Task statement: How many lines of these entries include the string "roads"? State the number alone.

Collected data entries:
..........
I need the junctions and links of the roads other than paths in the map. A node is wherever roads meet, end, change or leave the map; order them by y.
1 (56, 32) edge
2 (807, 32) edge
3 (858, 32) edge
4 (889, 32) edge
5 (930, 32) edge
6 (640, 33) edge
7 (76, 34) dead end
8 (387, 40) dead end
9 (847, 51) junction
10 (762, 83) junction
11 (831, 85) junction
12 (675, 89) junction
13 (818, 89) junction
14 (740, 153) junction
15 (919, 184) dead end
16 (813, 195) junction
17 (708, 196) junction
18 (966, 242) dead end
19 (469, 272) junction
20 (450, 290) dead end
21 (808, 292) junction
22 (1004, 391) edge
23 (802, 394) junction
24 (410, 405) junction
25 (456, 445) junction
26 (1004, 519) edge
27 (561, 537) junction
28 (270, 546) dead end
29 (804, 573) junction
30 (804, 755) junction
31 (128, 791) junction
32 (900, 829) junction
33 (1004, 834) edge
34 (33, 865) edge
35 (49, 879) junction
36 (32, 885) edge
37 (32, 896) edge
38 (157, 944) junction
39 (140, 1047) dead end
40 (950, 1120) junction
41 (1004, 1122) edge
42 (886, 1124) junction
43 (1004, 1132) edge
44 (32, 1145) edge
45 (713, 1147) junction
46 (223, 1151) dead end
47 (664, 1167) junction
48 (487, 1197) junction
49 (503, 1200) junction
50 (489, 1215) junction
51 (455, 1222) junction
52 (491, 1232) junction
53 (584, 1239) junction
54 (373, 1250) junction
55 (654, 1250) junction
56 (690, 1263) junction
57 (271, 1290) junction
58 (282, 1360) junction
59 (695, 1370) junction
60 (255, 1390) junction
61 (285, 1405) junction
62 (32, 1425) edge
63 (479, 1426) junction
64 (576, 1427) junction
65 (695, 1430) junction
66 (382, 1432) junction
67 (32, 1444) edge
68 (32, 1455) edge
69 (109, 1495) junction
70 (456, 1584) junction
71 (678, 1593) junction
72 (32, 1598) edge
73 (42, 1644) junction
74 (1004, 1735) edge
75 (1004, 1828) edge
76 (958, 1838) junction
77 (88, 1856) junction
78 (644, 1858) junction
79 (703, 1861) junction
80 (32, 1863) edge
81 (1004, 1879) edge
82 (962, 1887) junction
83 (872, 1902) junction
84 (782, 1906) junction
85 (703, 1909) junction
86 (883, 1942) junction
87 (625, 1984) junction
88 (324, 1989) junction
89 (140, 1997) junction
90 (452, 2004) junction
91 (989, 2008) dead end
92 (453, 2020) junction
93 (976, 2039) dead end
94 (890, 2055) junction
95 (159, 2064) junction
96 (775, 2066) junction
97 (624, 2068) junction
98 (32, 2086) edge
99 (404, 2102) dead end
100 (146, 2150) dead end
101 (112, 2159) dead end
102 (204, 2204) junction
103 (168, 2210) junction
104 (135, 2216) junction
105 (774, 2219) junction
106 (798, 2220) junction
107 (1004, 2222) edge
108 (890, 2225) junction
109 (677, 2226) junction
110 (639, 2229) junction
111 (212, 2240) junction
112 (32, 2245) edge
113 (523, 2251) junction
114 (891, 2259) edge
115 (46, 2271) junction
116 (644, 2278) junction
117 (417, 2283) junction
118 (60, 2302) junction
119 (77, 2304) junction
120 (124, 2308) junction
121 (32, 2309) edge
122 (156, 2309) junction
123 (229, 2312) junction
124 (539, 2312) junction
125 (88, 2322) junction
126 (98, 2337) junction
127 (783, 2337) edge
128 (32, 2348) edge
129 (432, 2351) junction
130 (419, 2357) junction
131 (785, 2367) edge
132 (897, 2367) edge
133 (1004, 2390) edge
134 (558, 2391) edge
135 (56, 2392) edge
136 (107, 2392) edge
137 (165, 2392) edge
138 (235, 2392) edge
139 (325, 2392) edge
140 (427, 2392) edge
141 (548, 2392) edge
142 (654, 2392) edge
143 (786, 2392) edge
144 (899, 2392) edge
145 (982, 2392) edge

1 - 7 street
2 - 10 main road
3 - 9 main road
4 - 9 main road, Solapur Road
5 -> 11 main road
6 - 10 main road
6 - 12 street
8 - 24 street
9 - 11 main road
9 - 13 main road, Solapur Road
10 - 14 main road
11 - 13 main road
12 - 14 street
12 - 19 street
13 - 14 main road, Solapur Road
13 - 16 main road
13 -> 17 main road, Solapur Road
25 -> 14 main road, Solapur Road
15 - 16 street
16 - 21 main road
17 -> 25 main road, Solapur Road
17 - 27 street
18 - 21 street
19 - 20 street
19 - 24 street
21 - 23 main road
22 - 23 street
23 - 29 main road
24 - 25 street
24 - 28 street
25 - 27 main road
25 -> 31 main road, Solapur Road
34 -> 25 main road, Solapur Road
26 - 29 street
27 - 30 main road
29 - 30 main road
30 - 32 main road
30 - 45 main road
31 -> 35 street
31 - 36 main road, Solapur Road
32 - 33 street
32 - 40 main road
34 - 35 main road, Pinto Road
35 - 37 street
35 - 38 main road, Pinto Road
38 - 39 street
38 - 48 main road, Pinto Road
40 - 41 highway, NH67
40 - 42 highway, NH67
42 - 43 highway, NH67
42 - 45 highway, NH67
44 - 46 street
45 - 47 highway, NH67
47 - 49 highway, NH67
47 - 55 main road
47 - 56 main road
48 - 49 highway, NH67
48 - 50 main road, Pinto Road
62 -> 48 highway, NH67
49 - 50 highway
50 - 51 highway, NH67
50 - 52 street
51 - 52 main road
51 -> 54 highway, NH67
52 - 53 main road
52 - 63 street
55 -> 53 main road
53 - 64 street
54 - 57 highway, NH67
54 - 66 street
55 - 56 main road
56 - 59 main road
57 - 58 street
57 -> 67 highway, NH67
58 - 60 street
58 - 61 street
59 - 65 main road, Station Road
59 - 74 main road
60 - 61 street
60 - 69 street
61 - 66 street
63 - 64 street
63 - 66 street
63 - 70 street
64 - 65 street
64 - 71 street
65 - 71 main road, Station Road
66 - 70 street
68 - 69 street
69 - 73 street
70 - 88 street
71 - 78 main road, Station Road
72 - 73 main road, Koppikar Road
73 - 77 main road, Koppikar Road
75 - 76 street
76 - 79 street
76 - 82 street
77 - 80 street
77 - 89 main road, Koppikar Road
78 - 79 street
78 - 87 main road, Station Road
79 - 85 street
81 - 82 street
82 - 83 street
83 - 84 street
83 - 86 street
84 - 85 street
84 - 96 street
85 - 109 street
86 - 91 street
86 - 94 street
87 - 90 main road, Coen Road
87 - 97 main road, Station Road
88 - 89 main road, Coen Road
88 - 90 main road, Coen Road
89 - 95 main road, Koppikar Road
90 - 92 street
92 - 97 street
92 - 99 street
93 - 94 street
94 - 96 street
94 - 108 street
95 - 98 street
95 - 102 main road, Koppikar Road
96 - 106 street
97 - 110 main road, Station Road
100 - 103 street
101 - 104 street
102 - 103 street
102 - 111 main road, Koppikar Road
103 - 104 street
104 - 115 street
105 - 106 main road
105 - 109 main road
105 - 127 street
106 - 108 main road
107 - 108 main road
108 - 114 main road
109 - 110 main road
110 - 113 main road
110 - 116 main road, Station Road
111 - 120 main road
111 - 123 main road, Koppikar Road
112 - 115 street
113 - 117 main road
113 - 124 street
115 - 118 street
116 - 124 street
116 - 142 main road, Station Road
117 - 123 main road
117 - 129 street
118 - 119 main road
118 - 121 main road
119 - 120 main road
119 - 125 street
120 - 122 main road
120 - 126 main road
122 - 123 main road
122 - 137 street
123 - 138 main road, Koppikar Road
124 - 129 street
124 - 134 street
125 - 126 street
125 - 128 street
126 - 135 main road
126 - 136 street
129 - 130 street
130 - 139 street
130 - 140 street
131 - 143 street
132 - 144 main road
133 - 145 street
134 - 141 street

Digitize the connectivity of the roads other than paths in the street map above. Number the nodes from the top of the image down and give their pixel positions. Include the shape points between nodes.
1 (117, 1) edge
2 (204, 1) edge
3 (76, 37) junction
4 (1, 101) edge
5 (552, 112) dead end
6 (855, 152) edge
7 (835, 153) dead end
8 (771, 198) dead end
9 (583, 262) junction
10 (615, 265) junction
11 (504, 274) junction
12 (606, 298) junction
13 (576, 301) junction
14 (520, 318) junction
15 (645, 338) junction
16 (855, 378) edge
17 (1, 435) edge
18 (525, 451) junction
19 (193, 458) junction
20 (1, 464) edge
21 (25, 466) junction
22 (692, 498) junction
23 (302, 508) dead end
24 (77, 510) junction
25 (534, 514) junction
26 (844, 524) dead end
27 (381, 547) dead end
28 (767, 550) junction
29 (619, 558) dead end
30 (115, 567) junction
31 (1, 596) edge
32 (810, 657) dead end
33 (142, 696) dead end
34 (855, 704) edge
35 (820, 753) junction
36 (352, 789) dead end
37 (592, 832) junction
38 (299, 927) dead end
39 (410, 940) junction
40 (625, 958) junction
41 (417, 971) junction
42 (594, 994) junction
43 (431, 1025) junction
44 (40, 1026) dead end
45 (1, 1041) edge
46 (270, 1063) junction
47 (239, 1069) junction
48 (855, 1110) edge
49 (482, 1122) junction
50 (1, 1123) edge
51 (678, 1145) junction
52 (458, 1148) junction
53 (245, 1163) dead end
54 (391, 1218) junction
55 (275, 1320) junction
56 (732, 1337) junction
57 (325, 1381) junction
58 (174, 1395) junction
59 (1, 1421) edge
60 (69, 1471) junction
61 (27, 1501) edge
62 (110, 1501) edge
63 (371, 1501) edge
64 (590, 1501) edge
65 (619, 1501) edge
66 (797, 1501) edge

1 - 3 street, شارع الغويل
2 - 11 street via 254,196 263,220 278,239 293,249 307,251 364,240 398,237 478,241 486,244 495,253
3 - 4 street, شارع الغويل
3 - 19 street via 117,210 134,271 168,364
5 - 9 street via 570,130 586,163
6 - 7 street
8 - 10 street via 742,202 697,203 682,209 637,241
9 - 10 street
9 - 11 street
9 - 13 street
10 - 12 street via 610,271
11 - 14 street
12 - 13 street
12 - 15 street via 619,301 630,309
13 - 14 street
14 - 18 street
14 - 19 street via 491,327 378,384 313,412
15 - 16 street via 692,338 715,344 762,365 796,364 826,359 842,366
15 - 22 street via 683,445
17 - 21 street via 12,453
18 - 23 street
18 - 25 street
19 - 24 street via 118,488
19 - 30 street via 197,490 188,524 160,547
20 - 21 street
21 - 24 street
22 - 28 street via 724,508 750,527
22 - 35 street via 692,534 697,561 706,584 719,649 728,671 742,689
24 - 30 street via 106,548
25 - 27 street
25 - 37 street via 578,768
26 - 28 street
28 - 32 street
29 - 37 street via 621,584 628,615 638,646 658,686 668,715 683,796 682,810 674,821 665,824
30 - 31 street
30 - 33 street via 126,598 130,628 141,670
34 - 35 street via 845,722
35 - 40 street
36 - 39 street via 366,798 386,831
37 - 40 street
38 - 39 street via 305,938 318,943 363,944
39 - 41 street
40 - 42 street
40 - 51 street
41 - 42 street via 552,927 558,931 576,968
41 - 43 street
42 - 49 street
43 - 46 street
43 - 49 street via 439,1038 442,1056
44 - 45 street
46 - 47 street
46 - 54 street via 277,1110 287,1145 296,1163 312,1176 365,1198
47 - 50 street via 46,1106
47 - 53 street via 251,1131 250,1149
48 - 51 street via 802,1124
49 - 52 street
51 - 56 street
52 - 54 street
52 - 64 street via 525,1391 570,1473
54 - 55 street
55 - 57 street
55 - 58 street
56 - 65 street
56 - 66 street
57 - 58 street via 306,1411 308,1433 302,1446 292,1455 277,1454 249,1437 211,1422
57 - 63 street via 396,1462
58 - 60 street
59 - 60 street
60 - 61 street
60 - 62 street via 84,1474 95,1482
..........
Your response: 2